- [EXERCISE OBJECTIVE]: Within the listing below, count the lines that have the string "Matamoros". Answer with that number only.

----

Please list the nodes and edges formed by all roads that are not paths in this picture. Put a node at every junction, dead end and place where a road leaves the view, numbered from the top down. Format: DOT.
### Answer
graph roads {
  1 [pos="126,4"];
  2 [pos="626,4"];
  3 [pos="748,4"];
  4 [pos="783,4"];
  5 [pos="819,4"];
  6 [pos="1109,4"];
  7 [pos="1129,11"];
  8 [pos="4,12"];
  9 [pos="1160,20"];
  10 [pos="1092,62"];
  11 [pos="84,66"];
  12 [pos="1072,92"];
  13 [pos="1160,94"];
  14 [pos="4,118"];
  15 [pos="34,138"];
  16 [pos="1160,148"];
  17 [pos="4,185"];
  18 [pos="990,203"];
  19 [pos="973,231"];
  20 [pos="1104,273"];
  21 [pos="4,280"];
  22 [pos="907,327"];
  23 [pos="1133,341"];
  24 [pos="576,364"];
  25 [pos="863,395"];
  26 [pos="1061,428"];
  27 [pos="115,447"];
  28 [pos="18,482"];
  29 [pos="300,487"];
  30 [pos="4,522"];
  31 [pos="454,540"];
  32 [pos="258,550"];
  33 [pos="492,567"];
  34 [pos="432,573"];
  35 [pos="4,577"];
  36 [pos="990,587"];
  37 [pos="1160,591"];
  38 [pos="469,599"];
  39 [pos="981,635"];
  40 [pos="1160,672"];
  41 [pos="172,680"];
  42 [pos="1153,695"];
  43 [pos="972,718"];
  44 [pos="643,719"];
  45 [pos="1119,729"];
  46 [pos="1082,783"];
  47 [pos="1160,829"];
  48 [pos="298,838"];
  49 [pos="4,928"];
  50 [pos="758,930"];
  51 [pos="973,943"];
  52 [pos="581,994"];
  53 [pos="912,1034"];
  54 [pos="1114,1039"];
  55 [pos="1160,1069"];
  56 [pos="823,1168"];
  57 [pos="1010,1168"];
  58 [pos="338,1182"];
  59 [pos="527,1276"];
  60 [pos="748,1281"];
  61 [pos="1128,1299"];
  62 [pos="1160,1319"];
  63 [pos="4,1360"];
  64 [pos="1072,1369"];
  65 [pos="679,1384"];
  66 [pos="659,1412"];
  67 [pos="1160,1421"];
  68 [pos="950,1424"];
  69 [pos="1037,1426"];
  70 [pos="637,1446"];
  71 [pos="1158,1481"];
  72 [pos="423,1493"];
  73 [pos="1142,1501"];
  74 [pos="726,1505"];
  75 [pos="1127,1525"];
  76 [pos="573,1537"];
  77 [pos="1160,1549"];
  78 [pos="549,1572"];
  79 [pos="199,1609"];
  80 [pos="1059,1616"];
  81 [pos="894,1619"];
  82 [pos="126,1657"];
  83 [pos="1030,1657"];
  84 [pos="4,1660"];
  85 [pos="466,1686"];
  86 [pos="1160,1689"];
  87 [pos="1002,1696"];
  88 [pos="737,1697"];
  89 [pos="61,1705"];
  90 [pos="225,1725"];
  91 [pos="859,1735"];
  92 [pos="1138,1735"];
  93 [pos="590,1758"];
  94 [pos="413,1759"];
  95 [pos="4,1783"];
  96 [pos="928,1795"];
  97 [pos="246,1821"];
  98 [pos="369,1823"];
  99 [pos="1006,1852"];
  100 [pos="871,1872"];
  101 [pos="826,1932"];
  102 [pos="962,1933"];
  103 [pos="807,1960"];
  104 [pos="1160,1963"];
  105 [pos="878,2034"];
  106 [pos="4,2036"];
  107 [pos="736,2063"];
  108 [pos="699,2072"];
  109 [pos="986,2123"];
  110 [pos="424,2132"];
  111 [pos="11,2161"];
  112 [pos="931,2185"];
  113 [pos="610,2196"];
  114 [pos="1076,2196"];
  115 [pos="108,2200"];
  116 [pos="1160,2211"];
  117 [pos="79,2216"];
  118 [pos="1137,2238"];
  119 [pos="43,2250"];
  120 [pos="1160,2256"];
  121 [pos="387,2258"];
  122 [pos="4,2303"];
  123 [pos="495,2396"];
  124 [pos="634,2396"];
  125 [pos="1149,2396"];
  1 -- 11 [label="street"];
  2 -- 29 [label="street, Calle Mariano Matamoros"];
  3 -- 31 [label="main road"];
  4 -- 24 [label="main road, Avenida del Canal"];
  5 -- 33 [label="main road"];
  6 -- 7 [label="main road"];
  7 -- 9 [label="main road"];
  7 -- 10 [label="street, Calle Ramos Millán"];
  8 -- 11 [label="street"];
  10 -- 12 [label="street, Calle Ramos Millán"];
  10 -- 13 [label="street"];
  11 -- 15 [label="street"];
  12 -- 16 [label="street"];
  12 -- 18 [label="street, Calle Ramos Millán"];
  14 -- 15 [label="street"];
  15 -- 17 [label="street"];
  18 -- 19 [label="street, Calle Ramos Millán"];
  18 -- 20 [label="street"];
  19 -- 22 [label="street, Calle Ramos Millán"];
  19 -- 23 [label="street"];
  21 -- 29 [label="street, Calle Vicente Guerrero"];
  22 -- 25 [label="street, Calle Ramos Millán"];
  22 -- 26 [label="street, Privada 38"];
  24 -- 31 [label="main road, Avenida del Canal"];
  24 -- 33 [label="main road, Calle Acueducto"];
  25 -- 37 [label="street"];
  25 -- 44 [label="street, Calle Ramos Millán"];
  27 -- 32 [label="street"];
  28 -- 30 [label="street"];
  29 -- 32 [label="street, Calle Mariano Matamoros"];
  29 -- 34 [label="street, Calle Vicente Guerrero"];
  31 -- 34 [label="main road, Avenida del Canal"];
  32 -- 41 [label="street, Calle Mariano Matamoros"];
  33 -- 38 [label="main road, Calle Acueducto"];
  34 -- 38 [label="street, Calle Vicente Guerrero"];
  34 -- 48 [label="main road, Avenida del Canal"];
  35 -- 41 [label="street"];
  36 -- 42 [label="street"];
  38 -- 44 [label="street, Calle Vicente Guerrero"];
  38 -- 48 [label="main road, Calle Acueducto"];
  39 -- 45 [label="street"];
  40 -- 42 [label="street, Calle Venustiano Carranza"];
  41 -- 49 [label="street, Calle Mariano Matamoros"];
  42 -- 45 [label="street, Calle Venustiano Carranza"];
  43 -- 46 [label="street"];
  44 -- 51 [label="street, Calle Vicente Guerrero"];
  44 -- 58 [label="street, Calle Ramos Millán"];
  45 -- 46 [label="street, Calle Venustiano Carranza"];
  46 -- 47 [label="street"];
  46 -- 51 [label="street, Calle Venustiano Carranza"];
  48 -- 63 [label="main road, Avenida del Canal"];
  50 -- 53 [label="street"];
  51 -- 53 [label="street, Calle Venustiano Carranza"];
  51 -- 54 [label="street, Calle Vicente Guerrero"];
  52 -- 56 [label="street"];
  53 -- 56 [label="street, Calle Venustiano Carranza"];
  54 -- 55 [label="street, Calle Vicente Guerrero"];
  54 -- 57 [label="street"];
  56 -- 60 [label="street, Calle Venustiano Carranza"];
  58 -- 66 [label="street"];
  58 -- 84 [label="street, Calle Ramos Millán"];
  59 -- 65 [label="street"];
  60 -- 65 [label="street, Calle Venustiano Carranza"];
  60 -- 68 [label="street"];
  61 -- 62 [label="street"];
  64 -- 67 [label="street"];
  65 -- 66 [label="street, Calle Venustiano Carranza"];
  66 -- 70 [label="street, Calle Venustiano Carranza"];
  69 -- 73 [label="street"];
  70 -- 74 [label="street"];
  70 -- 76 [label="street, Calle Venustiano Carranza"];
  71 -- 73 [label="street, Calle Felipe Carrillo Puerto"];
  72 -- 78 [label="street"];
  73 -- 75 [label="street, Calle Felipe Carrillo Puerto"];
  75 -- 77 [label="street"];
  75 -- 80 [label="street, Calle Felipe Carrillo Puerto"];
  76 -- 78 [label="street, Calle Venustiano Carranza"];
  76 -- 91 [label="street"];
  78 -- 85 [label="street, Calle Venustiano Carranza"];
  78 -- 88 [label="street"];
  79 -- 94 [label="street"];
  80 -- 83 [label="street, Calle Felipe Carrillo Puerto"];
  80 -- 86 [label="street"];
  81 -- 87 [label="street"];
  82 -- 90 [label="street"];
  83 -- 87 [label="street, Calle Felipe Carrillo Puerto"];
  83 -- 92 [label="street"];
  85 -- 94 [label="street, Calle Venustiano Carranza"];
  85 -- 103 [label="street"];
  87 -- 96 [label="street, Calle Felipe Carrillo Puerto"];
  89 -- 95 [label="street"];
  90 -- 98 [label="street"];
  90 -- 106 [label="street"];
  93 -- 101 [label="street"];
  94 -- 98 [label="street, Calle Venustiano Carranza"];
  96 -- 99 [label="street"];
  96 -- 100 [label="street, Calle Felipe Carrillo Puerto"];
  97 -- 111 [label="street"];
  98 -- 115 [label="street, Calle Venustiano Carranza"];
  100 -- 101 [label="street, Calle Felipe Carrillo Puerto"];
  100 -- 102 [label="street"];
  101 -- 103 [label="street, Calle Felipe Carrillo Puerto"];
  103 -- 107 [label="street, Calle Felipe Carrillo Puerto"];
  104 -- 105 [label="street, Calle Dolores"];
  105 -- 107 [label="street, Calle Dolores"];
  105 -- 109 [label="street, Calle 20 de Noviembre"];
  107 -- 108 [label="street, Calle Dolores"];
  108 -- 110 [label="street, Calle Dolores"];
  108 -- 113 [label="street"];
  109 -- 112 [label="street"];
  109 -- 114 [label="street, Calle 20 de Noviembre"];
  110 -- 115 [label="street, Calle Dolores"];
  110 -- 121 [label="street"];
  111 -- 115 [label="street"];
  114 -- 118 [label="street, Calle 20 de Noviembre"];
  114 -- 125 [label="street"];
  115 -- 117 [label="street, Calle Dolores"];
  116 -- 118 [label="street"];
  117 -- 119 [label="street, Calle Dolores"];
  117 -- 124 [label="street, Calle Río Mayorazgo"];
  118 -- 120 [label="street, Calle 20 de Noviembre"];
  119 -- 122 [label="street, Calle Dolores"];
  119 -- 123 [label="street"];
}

----

- [RESPONSE FOR THIS EXERCISE]: 4